Saved entries:
--- --- ---

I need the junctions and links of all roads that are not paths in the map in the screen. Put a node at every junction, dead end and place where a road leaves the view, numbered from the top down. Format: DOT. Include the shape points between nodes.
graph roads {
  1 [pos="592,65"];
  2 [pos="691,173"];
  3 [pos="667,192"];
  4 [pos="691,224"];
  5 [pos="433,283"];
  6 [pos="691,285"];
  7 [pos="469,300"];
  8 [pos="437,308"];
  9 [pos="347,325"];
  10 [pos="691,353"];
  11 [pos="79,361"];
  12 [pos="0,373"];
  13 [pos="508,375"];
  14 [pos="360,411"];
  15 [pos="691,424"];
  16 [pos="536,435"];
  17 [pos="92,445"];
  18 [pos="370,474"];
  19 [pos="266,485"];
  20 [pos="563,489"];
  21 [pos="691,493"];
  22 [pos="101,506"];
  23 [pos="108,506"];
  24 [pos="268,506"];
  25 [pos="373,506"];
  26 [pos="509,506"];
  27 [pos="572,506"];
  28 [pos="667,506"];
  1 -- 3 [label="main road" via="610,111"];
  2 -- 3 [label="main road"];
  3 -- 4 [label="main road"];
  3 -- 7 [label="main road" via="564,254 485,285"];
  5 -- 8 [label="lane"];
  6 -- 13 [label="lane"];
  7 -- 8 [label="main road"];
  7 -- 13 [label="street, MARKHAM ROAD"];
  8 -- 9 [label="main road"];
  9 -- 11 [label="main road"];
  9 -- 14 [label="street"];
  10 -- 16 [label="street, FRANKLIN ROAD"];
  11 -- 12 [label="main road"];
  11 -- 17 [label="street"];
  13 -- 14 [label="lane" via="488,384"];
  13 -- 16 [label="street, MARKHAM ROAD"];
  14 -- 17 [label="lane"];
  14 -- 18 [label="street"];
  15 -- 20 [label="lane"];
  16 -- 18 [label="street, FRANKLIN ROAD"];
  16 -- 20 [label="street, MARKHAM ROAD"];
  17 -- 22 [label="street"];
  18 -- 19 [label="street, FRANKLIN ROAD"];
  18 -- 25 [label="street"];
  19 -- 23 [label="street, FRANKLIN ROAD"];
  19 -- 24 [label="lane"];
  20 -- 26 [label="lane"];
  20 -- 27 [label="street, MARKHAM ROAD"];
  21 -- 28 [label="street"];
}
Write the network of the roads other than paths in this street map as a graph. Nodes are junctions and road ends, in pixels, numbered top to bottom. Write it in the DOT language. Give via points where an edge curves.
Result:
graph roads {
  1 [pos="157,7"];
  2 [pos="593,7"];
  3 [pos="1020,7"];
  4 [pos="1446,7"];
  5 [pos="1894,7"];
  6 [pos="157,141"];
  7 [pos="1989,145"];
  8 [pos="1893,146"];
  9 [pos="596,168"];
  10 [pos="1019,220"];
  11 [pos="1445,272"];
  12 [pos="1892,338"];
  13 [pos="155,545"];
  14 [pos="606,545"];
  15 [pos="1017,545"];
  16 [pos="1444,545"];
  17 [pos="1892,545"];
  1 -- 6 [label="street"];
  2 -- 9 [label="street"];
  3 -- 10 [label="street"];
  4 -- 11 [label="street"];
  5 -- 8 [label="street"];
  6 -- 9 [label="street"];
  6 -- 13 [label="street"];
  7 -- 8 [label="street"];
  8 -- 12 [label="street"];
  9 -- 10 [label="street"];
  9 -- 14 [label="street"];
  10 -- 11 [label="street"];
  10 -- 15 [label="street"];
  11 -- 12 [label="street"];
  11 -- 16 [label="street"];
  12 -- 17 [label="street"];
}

--- --- ---

**EXERCISE AIM:**
The required output is every line above that contains the string "MARKHAM".

**RESPONSE:**
  7 -- 13 [label="street, MARKHAM ROAD"];
  13 -- 16 [label="street, MARKHAM ROAD"];
  16 -- 20 [label="street, MARKHAM ROAD"];
  20 -- 27 [label="street, MARKHAM ROAD"];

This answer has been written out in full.